I'm almost 37, and I can study and am studying, but it remains to be seen if I can ever hold stable employment for a decent length of time.  My past work history is shit so my resume looks like shit.  Sometimes I wonder if there's even a point to trying because employers only seem to care about what your resume looks like, and pretty soon I'll be bumping up against the possibility of age discrimination as well.  It also doesn't help that I refuse to work jobs where they treat you like shit because it's too destabilizing to my mental health.  If it weren't for my husband's income and ability to work I'm pretty sure I would be on disability now.  But I keep plugging away towards a Medical Laboratory Science degree, because what else can I do?  I'm not ready to give up yet, and OP, I hope you aren't either.  I don't know your history, granted, but 26 seems awfully young to give up on school and working.

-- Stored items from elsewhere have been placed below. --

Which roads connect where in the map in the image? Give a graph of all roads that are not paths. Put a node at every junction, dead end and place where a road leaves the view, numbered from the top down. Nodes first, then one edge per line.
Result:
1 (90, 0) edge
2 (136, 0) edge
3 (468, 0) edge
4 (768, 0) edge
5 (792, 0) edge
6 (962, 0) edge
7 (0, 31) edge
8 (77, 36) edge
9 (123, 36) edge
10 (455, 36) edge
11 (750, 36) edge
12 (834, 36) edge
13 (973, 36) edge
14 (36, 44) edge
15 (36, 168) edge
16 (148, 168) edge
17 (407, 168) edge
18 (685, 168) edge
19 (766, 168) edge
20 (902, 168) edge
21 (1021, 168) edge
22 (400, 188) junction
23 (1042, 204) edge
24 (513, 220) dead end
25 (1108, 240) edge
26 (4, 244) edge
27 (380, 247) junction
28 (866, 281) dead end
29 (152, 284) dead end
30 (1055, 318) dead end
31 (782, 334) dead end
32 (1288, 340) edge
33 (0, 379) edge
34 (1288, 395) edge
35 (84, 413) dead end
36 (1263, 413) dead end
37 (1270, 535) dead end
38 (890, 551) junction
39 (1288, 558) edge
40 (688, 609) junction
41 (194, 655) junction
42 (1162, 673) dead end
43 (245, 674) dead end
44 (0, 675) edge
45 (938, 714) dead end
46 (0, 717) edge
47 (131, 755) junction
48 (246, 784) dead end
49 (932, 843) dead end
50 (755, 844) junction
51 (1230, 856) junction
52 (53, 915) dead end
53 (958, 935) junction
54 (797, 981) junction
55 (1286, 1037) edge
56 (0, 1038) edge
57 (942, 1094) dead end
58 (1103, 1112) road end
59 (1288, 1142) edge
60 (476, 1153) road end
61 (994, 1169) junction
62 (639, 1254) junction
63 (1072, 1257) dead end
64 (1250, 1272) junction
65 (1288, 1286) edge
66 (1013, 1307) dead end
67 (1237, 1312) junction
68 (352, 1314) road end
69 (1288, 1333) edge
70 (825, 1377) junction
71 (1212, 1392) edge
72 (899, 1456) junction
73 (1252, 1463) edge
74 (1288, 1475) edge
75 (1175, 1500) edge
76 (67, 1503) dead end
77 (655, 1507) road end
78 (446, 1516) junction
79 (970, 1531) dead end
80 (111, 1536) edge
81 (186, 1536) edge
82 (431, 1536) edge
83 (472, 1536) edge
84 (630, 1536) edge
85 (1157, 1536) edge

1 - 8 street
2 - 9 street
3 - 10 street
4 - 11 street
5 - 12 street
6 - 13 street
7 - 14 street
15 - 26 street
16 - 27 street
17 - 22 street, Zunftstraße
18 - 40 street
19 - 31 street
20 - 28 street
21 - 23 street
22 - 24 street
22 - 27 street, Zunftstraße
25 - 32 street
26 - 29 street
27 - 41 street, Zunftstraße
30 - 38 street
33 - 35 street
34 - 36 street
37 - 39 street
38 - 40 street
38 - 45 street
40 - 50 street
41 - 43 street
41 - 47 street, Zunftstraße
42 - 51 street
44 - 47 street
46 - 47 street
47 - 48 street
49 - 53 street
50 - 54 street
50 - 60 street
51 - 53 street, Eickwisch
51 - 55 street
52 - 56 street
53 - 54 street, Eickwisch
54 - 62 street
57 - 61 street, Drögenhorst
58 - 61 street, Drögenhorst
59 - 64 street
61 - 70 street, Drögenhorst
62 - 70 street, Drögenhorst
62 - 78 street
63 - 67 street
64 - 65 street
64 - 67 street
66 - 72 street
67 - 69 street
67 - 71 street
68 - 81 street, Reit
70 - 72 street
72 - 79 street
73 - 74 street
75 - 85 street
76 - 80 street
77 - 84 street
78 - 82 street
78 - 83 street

Some people manage fairly well, while others do not. There is no definitive litmus test. Some people actually do better with time. For me, it's another story.  My life blows up all the time, and I can't salvage it. With each passing year, things get worse and worse. It's a slow descent into Hell, I suppose. I try to be a good citizen and make amends, and all that, but it doesn't matter. It all turns into shit in the end. So now I just hope and pray that I don't end up in Hell, like I did over two decades ago after doing some drugs. I sometimes still think I died and went to Hell then. Such is the power of suggestion. Break free of the bondage. Make a better life for yourself. Do not resign yourself to being a slave. There is a better life waiting; embrace it.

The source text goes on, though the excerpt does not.